In this chapter, Georgakas and Surkin stress that the Detroit Rebellion not only significantly disrupted the order of things, but fortified and energized pre-existing radical networks in the city. General Gordon Baker Jr., a central figure in the LRBW and in 1967 a prominent labor activist and leader of the draft resistance movement in Detroit, noticed that many fellow participants in the uprising worked alongside him on the assembly line. He and fellow militants from black nationalist and socialist circles used the rebellion as an opportunity to establish a “permanent organization” that “could provide a bridge” between the ebbs and flows of political activity. Inner City Voice, the newspaper founded by John Watson, Baker, and other future LRBW cadre, was only the initial foothold, but it channeled the currents of resistance the Great Rebellion set in motion, and helped chart the course for one of the most powerful sequences of insurgent working class struggle in US history.
Inner City Voice (1975)
1
In the violent summer of 1967, Detroit became the scene of the bloodiest uprising in a half century and the costliest in terms of property damage in U.S. history. At the weeks’ end, there were 41 known dead, 347 injured, 3,800 arrested. Some 5,000 people were homeless…while 1,300 buildings had been reduced to mounds of ashes and bricks, and 2,700 businesses sacked. Damage estimates reached $500 million.
– Time Magazine, August 4, 1967
Less than 30 days after the Michigan National Guard lifted its occupation of the city of Detroit, H. Rap Brown spoke to an explosive crowd of some 5,000 persons gathered in and around a theater on Dexter Avenue just a mile or so from what had been the center of the Great Rebellion. Brown, who in August of 1967 was near the height of his influence as a revolutionary orator, delivered the kind of angry and militant speech for which he was famous. Later, he would be quoted as saying, “There are people who can relate the struggle of black people better than I can. People in Detroit, for instance.” The sponsors of his appearance were some of those people. Their purpose had been to raise interest in their new monthly newspaper, the Inner City Voice.

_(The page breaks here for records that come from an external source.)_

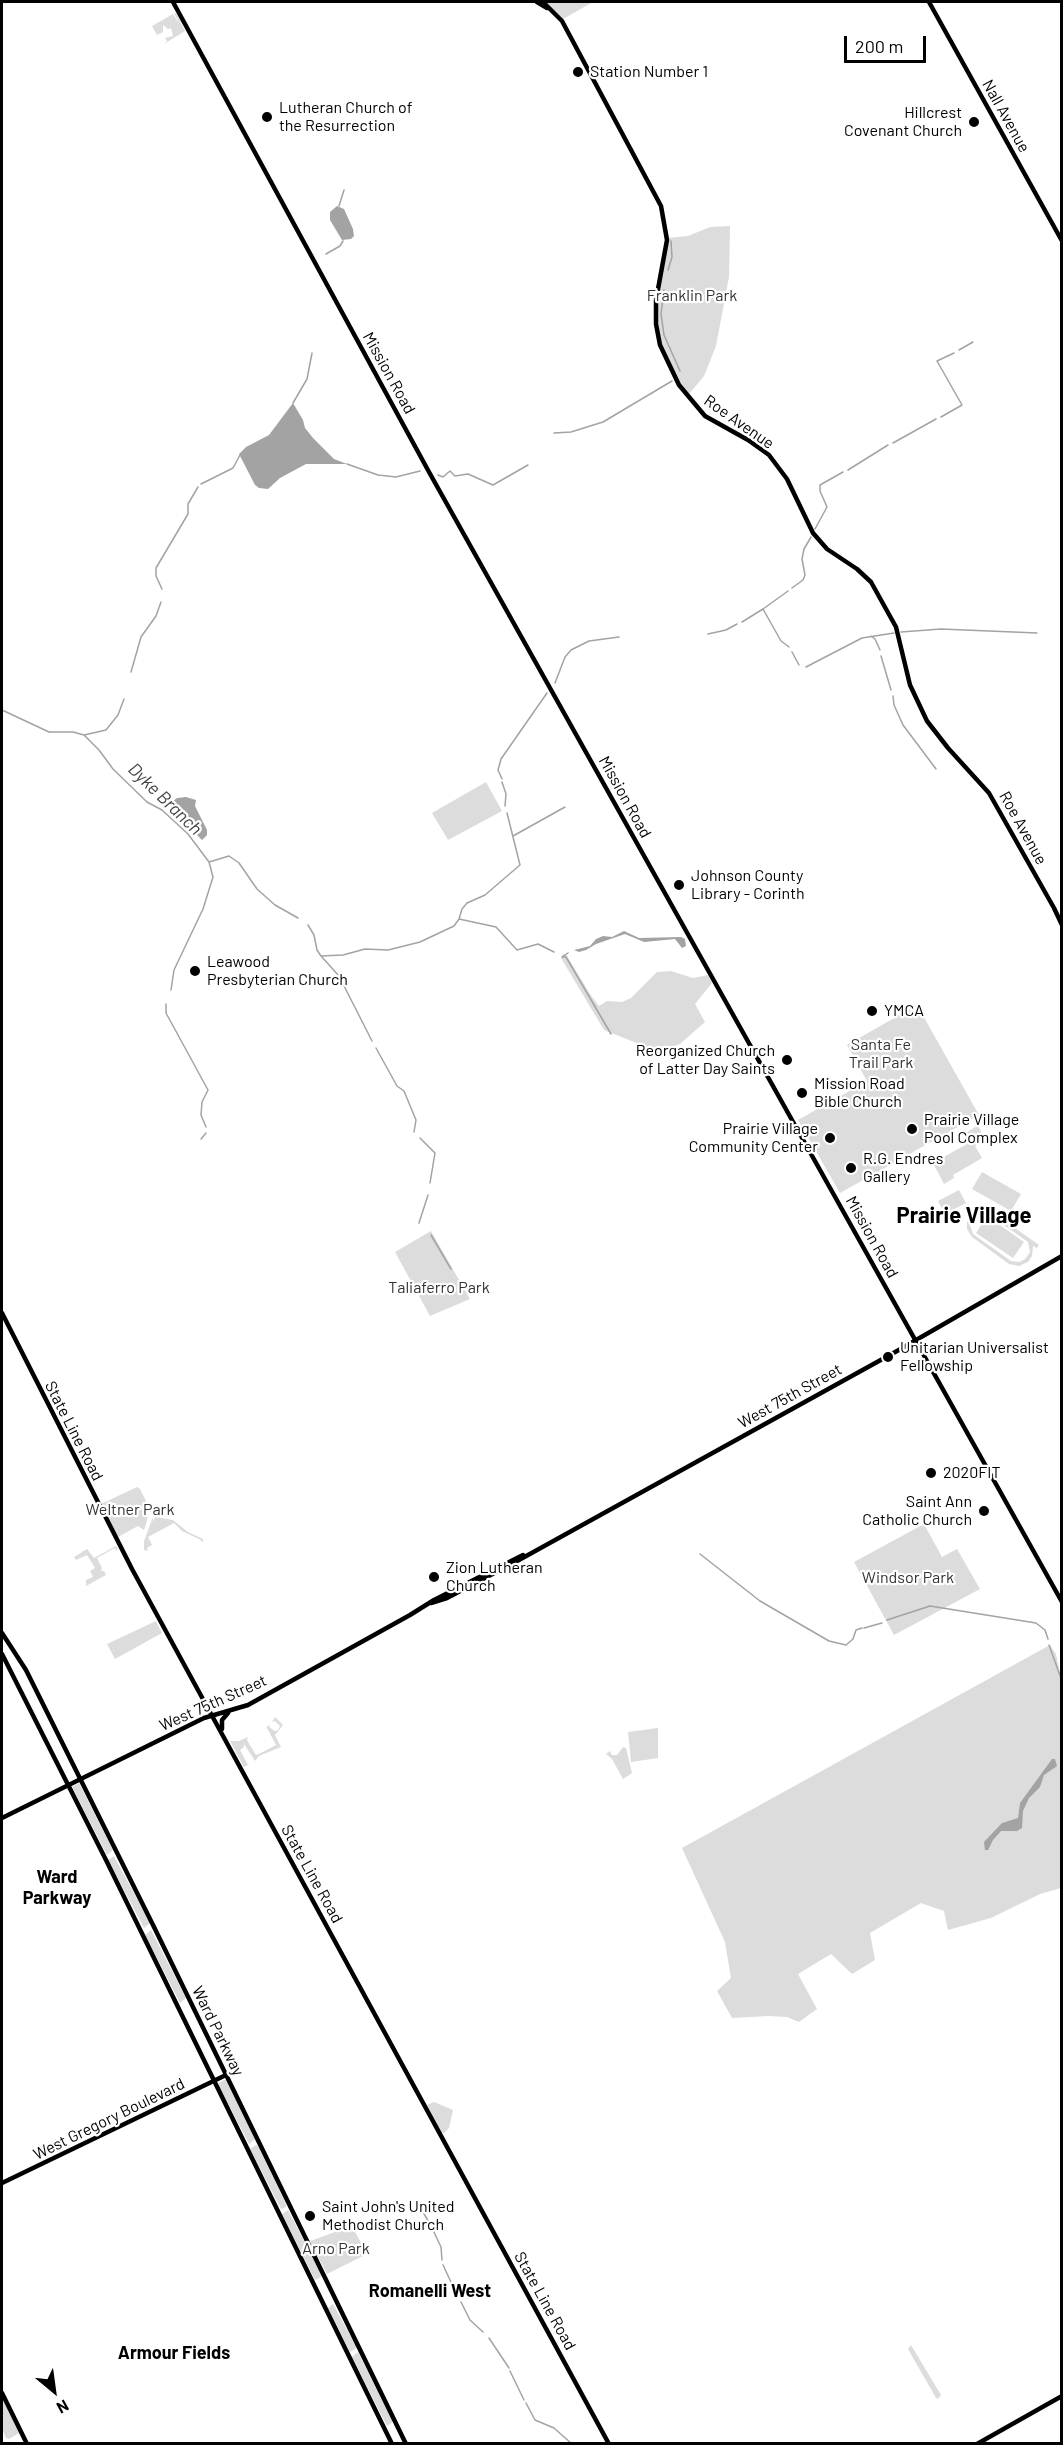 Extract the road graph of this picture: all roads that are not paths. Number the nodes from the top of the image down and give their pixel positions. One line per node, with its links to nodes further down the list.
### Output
1 (173, 2): 10 (main road, Mission Road)
2 (537, 2): 5 (main road, Roe Avenue)
3 (543, 2): 5 (main road, Roe Avenue)
4 (929, 2): 6 (main road, Nall Avenue)
5 (563, 24): 7 (main road, Roe Avenue)
6 (1062, 241)
7 (1062, 925)
8 (1062, 1256): 10 (main road, West 75th Street)
9 (2, 1312): 15 (main road, State Line Road)
10 (916, 1340): 11 (main road, Mission Road); 14 (main road, West 75th Street)
11 (1062, 1602)
12 (2, 1633): 17 (main road, Ward Parkway)
13 (2, 1654): 18 (main road, Ward Parkway)
14 (230, 1711): 15 (main road, West 75th Street); 16 (main road)
15 (212, 1715): 16 (main road, State Line Road); 17 (main road, West 75th Street)
16 (223, 1734): 28 (main road, State Line Road)
17 (80, 1779): 18 (main road, West 75th Street); 20 (main road, Ward Parkway)
18 (69, 1785): 19 (main road, West 75th Street); 21 (main road, Ward Parkway)
19 (2, 1818)
20 (226, 2075): 21 (main road, West Gregory Boulevard); 27 (main road, Ward Parkway)
21 (214, 2081): 22 (main road, West Gregory Boulevard); 26 (main road, Ward Parkway)
22 (2, 2183)
23 (2, 2393): 25 (main road)
24 (1062, 2397): 29 (main road)
25 (27, 2444)
26 (392, 2444)
27 (406, 2444)
28 (609, 2444)
29 (977, 2444)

The first issue of the newspaper appeared in October 1967. The headline was “MICHIGAN SLAVERY,” and the focus on urban revolt was underscored in one of the first editorials:
In the July Rebellion we administered a beating to the behind of the white power structure, but apparently our message didn’t get over…We are still working, still working too hard, getting paid too little, living in bad housing, sending our kids to substandard schools, paying too much for groceries, and treated like dogs by the police. We still don’t own anything and don’t control anything…In other words, we are still being systematically exploited by the system and still have the responsibility to break the back of that system.
Only a people who are strong, unified, armed, and know the enemy can carry on the struggles which lay ahead of us. Think about it brother, things ain’t hardly getting better. The Revolution must continue.

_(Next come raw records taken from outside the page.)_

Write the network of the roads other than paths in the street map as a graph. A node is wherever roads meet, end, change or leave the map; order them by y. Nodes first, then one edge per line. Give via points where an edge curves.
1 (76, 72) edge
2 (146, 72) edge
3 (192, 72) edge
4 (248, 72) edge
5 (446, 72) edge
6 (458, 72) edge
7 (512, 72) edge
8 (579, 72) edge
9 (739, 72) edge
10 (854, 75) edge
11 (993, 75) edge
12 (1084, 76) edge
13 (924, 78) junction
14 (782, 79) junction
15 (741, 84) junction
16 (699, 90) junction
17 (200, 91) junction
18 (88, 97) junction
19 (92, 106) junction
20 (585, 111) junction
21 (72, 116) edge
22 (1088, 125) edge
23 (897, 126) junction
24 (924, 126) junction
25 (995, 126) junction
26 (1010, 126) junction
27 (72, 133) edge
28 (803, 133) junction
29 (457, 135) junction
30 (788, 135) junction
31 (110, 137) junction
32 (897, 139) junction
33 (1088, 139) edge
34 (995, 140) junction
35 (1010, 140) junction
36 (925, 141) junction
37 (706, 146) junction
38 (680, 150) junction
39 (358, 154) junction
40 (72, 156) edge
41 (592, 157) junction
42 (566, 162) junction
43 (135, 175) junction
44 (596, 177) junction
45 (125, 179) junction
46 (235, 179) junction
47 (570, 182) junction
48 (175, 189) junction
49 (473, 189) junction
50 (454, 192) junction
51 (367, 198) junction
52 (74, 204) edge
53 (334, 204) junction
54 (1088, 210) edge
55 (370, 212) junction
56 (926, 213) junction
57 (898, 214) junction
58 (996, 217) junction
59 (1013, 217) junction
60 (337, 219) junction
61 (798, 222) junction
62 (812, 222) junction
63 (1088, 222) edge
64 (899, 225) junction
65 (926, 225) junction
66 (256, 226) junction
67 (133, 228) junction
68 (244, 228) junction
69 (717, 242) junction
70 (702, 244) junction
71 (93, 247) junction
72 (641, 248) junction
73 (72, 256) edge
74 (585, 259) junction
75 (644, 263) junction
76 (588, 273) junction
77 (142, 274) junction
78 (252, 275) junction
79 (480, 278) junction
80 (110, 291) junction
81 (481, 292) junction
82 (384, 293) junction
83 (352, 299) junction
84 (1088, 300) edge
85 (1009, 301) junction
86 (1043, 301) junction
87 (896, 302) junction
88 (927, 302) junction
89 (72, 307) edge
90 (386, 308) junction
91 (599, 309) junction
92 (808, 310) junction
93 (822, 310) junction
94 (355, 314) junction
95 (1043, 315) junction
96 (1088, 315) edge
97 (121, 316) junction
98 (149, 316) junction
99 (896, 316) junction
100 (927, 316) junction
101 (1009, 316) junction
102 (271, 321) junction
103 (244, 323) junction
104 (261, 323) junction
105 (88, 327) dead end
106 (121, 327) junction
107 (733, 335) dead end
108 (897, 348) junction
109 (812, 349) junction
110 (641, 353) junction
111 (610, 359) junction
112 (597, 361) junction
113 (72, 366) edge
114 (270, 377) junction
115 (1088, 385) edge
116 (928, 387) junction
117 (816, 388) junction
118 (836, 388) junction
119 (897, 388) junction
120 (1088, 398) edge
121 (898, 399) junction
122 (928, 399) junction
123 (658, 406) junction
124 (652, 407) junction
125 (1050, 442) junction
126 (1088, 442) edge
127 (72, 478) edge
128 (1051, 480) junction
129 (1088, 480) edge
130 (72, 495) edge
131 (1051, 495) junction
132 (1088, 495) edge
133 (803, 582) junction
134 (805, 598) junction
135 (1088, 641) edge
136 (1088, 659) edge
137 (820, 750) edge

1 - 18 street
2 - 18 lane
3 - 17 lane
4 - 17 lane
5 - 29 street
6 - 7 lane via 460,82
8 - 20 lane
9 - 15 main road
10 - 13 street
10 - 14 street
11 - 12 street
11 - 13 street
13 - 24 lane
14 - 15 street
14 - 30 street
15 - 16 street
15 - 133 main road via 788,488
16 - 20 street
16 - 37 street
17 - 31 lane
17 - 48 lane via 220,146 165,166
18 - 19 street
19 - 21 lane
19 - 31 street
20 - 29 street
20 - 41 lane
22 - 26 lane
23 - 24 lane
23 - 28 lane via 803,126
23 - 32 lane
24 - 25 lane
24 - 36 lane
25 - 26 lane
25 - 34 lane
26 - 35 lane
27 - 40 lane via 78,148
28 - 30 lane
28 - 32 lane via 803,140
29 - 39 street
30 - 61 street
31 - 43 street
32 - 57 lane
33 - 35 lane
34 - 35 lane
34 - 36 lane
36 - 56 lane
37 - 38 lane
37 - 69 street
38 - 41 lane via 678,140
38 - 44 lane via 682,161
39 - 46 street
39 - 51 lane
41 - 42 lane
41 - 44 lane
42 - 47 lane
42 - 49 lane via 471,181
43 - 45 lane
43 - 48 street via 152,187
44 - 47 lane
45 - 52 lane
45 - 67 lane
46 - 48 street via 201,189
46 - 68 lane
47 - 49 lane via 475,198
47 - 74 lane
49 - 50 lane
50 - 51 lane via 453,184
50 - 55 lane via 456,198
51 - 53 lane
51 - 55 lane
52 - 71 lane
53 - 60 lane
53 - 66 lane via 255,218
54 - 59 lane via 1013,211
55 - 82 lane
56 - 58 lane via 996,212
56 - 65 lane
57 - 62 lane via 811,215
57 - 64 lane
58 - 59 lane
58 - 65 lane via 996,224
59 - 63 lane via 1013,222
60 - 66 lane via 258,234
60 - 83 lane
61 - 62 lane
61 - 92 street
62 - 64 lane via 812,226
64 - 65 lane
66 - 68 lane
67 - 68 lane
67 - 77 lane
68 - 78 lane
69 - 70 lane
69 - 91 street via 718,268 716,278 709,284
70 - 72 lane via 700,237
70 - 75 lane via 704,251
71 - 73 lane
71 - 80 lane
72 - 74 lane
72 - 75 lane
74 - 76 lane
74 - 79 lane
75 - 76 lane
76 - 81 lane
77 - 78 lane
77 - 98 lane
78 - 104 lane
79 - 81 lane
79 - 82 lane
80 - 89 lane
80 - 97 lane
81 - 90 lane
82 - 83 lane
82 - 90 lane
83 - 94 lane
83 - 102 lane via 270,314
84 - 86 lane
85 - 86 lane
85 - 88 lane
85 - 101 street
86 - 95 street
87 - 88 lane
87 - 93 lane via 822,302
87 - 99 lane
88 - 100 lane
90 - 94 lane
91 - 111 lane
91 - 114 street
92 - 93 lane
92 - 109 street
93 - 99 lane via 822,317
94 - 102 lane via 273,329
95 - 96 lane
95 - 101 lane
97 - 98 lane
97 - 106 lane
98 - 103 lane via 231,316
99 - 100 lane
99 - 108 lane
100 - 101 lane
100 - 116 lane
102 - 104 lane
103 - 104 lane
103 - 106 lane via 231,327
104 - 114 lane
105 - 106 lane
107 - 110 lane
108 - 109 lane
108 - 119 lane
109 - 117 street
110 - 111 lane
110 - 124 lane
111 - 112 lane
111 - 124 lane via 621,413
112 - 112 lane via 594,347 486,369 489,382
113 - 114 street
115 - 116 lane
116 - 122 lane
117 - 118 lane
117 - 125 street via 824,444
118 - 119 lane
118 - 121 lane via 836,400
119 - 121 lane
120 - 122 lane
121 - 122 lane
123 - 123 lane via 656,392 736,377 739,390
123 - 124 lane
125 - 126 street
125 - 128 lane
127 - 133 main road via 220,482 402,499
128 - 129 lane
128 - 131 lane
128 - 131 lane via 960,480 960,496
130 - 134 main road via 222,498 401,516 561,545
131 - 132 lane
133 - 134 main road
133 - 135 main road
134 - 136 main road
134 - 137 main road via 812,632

ICV (Inner City Voice) carried two descriptive phrases astride its masthead – “Detroit’s Black Community Newspaper” and “the Voice of Revolution.” These reflected a belief that the paper’s hard-hitting and revolutionary viewpoint was an accurate expression of the dominant mood of Detroit’s black population. ICV was not like the alternate-culture newspapers of that period. Its editors did not see its function simply as one of a principled opposition to the dominant culture. Using their own resources, they tried to build their paper into a vehicle for political organization, education, and change. ICV was to be a positive response to the Great Rebellion, elaborating, clarifying, and articulating what was already in the streets. There seemed to be no reason why ICV could not supplant the weekly Michigan Chronicle, Detroit’s largest-circulating black newspaper, and perhaps one day become a black-owned daily able to compete with the morning Detroit Free Press and the evening Detroit News.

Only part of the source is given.